TASK MATERIAL:

|---|

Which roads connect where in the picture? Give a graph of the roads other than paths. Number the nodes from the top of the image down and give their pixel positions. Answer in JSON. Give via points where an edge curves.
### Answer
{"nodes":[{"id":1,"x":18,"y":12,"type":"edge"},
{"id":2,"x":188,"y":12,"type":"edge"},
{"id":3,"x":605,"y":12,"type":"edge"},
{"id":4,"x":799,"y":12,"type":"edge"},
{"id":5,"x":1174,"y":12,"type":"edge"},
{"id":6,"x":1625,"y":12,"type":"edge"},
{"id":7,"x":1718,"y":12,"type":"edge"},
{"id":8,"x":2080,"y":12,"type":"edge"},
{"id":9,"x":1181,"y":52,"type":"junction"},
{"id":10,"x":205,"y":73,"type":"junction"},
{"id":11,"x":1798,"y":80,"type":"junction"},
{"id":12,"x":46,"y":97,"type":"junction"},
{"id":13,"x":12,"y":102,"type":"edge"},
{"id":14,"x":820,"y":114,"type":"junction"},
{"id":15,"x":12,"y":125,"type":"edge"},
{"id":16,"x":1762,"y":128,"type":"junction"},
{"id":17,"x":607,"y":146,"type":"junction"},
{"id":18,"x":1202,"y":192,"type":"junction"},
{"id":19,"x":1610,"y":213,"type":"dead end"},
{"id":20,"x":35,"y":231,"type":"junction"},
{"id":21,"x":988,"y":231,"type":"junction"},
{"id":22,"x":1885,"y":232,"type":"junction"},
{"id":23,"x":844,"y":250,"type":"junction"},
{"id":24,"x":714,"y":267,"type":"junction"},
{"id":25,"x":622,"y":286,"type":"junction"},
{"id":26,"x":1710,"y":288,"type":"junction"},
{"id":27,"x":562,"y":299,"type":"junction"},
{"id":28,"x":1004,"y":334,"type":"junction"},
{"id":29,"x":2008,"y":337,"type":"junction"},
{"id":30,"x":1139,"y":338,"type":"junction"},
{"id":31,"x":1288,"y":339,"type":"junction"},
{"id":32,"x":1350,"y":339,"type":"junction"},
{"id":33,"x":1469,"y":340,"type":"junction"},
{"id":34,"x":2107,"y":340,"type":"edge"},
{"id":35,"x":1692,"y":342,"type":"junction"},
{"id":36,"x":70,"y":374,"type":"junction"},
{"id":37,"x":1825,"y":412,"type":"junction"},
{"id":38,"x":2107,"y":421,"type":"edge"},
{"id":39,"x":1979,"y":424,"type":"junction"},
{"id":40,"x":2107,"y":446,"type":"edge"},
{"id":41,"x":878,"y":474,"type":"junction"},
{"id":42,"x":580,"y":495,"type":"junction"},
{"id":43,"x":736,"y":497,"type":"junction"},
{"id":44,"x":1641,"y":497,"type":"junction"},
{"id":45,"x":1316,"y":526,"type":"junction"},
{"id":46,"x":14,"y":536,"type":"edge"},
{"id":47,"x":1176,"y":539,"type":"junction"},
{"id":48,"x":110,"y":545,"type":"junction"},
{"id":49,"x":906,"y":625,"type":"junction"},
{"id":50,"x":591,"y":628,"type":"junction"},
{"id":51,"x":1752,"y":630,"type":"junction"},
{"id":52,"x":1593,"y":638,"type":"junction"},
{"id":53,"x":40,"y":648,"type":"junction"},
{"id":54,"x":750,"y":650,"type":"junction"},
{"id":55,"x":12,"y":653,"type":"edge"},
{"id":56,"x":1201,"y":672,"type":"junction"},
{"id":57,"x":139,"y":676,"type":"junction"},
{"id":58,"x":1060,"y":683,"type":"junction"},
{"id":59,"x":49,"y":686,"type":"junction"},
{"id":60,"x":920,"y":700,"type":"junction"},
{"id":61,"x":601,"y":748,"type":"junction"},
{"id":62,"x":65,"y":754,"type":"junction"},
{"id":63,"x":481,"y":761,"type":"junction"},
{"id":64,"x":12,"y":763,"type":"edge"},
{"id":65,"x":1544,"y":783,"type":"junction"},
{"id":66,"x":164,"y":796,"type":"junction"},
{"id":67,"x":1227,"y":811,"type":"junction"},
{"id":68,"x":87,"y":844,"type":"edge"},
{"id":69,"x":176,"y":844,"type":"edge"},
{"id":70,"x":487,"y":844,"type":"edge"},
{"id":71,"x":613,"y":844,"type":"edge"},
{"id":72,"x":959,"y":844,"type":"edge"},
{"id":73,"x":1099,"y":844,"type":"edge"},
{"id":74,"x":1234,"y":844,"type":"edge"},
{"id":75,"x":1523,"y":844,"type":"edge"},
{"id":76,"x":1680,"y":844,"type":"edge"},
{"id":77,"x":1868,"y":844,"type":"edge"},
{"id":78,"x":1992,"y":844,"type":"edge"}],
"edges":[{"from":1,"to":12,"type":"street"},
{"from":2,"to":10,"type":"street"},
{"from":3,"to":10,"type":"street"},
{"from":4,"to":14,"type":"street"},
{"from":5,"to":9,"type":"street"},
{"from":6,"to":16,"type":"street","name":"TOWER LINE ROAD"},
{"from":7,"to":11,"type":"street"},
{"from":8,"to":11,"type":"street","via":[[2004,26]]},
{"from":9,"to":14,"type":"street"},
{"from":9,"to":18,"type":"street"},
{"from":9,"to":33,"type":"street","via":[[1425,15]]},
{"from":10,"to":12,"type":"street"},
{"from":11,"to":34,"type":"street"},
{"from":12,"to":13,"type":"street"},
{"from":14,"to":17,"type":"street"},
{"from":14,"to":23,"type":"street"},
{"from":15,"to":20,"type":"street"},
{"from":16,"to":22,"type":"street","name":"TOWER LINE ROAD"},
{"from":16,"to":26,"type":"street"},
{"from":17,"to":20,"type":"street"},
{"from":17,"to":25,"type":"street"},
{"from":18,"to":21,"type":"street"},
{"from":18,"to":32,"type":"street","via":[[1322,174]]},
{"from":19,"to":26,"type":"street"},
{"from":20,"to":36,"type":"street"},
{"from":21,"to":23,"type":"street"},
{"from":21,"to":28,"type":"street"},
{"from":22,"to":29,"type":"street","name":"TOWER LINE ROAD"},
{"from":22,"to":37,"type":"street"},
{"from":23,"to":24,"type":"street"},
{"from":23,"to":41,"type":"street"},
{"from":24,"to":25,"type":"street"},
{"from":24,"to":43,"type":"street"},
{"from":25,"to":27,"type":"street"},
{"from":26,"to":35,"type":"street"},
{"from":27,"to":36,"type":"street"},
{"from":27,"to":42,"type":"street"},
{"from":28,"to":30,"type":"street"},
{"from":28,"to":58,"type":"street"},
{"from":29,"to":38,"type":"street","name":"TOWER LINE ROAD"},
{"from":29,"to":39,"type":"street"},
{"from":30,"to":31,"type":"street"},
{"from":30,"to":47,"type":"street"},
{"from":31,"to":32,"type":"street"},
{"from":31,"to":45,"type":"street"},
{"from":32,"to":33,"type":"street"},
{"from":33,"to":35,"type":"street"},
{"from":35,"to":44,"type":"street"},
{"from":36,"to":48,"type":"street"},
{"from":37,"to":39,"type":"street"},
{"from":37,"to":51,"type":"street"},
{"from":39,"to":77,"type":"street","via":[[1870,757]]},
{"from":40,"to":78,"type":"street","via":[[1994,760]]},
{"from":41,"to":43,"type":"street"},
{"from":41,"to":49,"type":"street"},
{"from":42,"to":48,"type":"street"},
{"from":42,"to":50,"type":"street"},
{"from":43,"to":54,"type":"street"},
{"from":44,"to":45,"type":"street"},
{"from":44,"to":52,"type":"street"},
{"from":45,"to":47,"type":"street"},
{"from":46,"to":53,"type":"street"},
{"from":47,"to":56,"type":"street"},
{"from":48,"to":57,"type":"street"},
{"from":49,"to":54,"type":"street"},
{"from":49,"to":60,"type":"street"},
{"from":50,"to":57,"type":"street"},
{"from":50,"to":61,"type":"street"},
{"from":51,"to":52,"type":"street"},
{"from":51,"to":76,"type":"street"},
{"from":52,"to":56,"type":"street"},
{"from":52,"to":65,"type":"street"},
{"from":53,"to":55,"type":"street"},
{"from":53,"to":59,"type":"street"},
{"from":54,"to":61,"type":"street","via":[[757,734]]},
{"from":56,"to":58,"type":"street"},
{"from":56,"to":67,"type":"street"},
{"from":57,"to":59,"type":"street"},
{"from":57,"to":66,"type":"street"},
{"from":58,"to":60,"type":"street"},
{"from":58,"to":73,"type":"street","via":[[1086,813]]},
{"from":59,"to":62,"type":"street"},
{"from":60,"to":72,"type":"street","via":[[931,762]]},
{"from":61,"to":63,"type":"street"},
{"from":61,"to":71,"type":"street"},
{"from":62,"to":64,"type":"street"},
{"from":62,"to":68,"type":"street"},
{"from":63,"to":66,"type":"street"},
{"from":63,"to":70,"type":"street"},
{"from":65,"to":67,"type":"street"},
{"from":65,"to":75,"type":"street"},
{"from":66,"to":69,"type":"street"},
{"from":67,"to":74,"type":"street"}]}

|---|

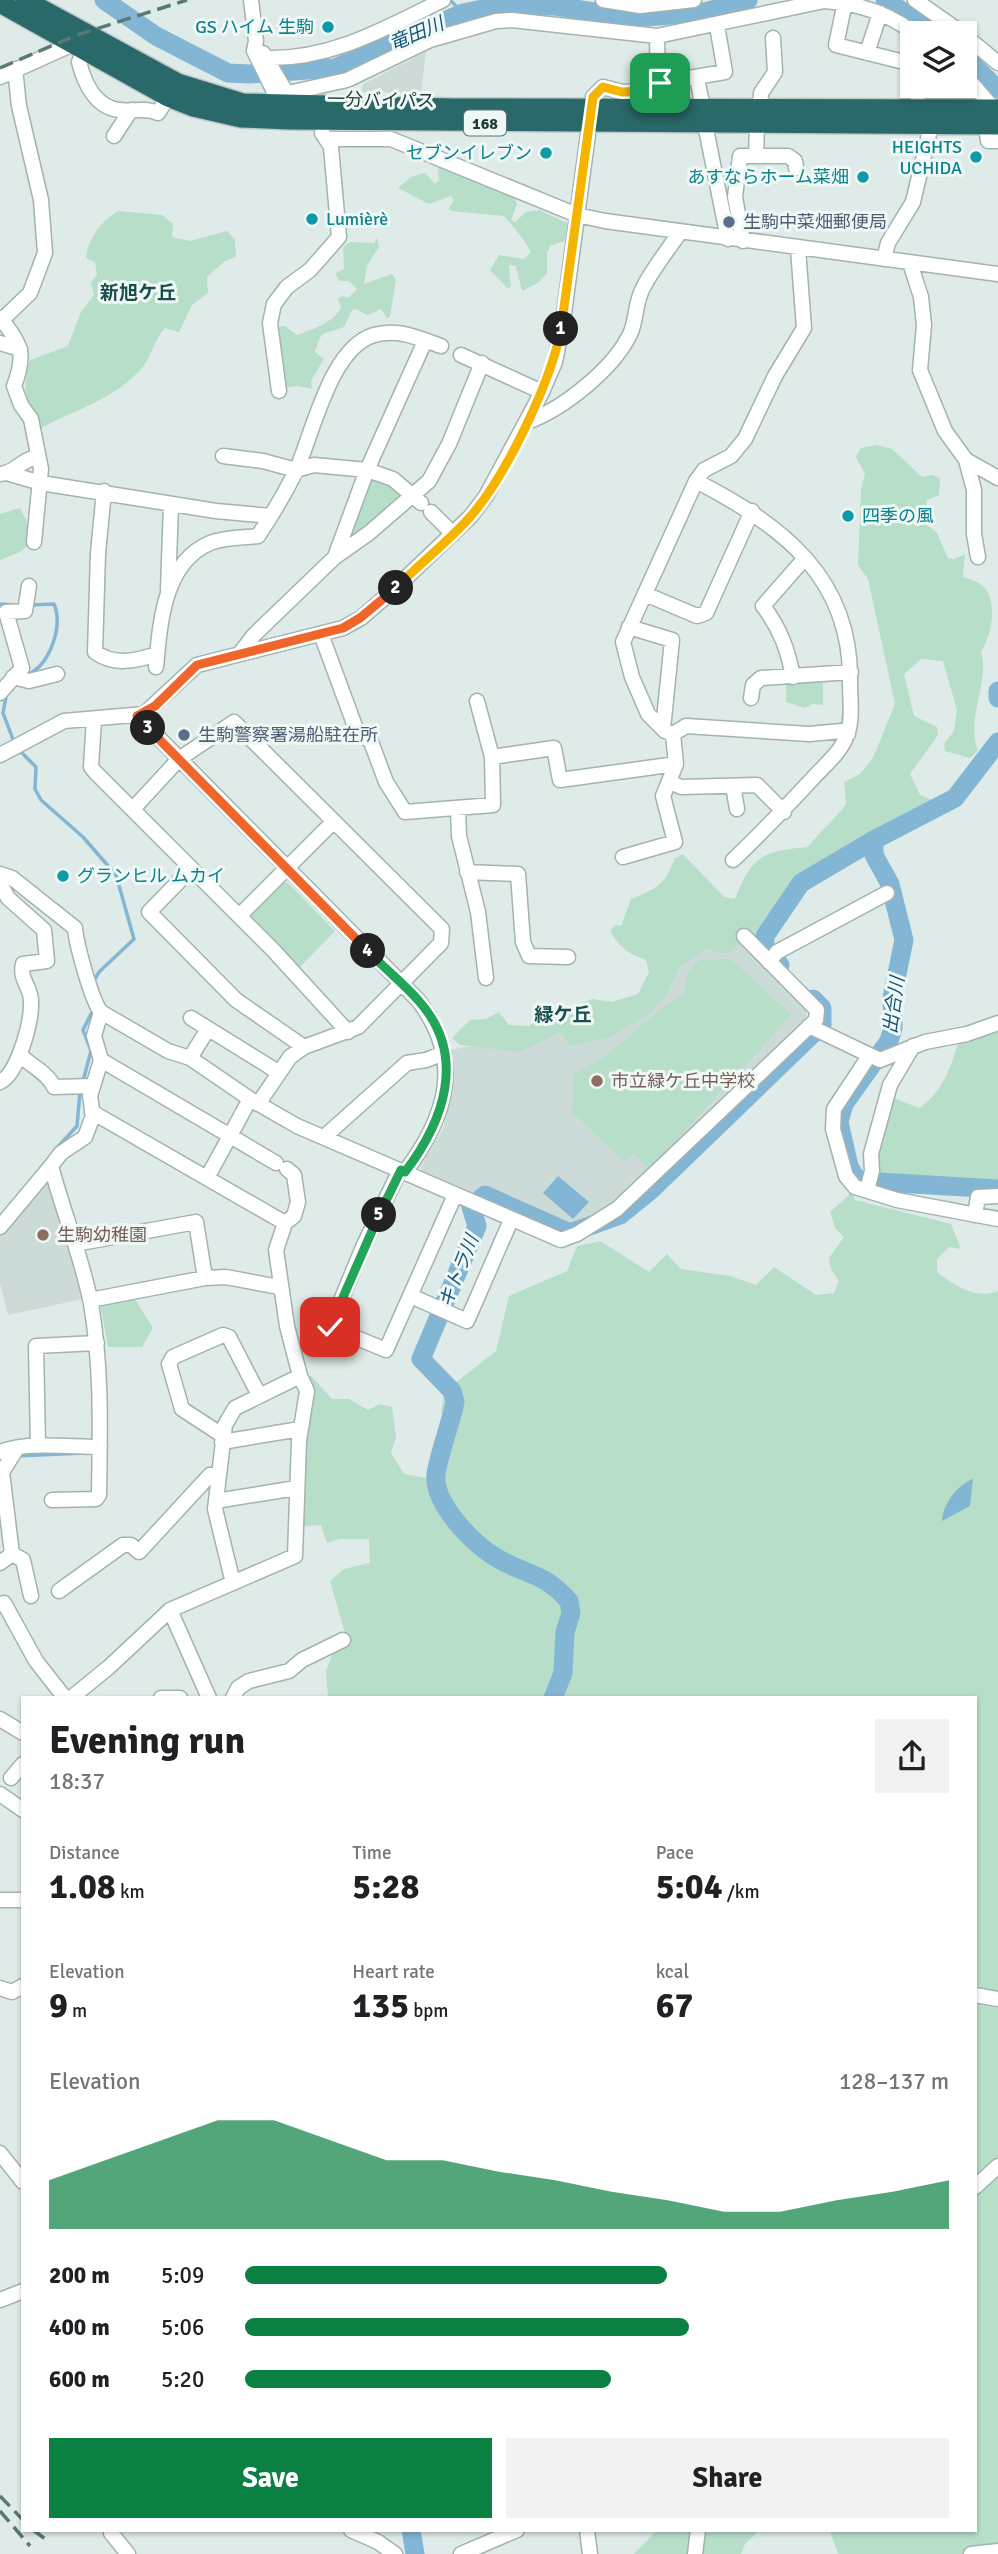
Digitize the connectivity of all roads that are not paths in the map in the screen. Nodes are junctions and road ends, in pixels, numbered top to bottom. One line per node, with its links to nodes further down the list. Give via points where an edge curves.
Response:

|---|

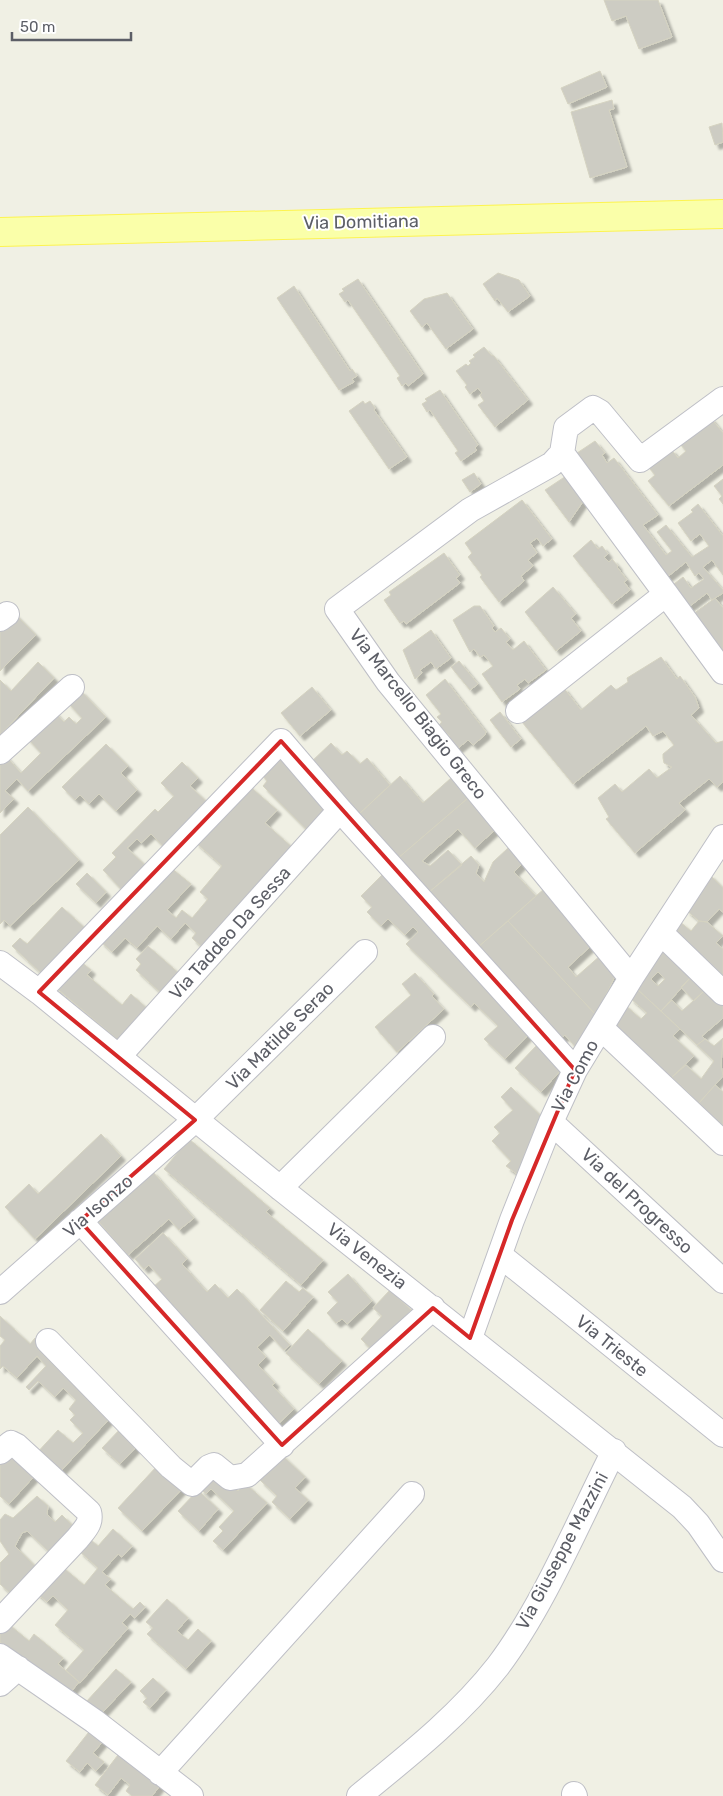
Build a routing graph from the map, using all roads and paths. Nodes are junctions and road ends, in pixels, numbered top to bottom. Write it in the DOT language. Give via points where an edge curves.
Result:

|---|

WHAT NEEDS TO BE DONE: Output each line of the listing above that has "roads".

PROBLEM SOLUTION:
Which roads connect where in the picture? Give a graph of the roads other than paths. Number the nodes from the top of the image down and give their pixel positions. Answer in JSON. Give via points where an edge curves.
Digitize the connectivity of all roads that are not paths in the map in the screen. Nodes are junctions and road ends, in pixels, numbered top to bottom. One line per node, with its links to nodes further down the list. Give via points where an edge curves.
Build a routing graph from the map, using all roads and paths. Nodes are junctions and road ends, in pixels, numbered top to bottom. Write it in the DOT language. Give via points where an edge curves.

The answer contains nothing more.